Europa. Um regresso às origens
Por Luís Rosa
publicado em 11
Mar 2015 in
(jornal) i online
Algum dia a Europa perde a paciência com os gregos e a União Europeia
inicia uma nova vida: um clube exclusivo para Alemanha, França, Bélgica,
Holanda, Luxemburgo, e pouco mais
Desde o início da
crise da dívida soberana, a secção Charlemagne da influente revista “The
Economist” passou a ter outra importância, já que é naquele espaço que se
aborda o futuro e o presente da União Europeia. O título da secção traduz o
nome francês de Carlos Magno – imperador da Idade Média que liderou um povo, os
Francos, que ocupava os territórios que correspondem hoje ao Oeste da Alemanha,
à França, à Bélgica, ao Luxemburgo e à Holanda. As suas vitórias militares
levaram à união dos diversos povos germânicos e ao domínio da Europa ocidental.

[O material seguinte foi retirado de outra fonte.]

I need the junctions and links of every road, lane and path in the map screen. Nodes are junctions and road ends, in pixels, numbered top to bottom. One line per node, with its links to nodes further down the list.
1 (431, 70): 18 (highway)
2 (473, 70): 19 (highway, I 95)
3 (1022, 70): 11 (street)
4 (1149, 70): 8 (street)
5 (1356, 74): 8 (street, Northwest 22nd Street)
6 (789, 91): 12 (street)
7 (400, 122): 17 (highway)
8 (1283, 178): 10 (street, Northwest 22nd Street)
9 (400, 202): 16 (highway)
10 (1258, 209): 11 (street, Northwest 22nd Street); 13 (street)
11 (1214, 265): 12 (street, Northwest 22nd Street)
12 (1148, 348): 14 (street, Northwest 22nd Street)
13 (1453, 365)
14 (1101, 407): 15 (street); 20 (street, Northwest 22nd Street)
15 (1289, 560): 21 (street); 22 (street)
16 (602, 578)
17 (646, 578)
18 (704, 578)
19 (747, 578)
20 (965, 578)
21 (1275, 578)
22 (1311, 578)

Quando morreu, Carlos Magno era de facto o pai da Europa, responsável pela
consolidação do cristianismo e pela expansão cultural do continente.
A forma como a
União Europeia está a evoluir tem levado os especialistas a pensar numa
Charlemagne que corresponda ao território que os Francos ocupavam quando Carlos
Magno chegou ao poder. Pode parecer uma utopia mas não é. É bom que tenhamos
isso presente sempre que falamos da Grécia e da sua possível saída do euro e da
União Europeia.
Isto porque a
questão da Grécia faz lembrar cada vez mais uma telenovela. Mas uma telenovela
em que história está estagnada – os episódios repetem-se, os personagens dizem
as mesmas coisas e continuamos muito longe de saber o fim da história. Nos
últimos dias temos vindo a assistir ao mesmo melodrama semelhante ao de
Fevereiro. Mais uma vez, os gregos vão ficar sem dinheiro no final do mês e
vêem--se aflitos para pagar os salários dos seus funcionários públicos e
novamente a Europa pede que se façam mais reformas. A Grécia quer os 1,9 mil
milhões de euros que correspondem ao lucro que os bancos centrais da zona euro
tiveram com compra e venda de dívida pública grega mas o Banco Central Europeu
(BCE) não transfere o dinheiro. A Grécia quer o desembolso de 7,2 mil milhões
de euros do empréstimo da troika mas o Eurogrupo, o BCE e o FMI só desbloqueiam
o dinheiro com mais reformas – essa palavra maldita.
É importante
recordar que o acordo melodramático de Fevereiro com o Eurogrupo serviu apenas
para a Grécia ganhar tempo, não serviu para a Grécia ter acesso imediato a
dinheiro, sendo certo que a Grécia terá de pagar mais de 4 mil milhões aos
credores durante o presente mês. Para agravar toda a situação, o governo do
Syriza decidiu ontem retirar 555 milhões do fundo que serve para recapitalizar
a banca grega – sector esse que tem sofrido uma gravíssima fuga de depósitos
para o estrangeiro.
Como pano de
fundo desta novela temos a eventual necessidade de negociar um novo resgate – o
terceiro – até ao próximo Verão. Serão mais 30 a 50 mil milhões de euros –
o que fará com que os empréstimos da troika totalizem mais de 300 mil milhões
de euros.
Para agravar toda
esta situação, temos ainda um irresponsável e xenófobo ministro da Defesa grego
a ameaçar a Alemanha de que abre as portas à imigração árabe e do Norte de
África para que os terroristas jihadistas cheguem mais depressa a Berlim.
A paciência da
Europa com a Grécia não é ilimitada e algum dia, a continuar esta escalada,
terminará. A utilização permanente da chantagem como método de negociação
política não é aceitável – nem da Alemanha com a Grécia nem da Grécia com a
Europa. Quem pede dinheiro emprestado tem de mostrar que é capaz de o pagar –
esse é o pensamento de qualquer contribuinte do Norte da Europa como de
qualquer credor com amor ao seu dinheiro. Aplica-se à Grécia como a Portugal e
a qualquer outro país. Se a Grécia não perceber isso, e é possível que não
queira perceber, uma União Europeia que corresponda apenas ao antigo império
carolíngio (porventura, com o acréscimo dos nórdicos) não estará assim tão
longínqua.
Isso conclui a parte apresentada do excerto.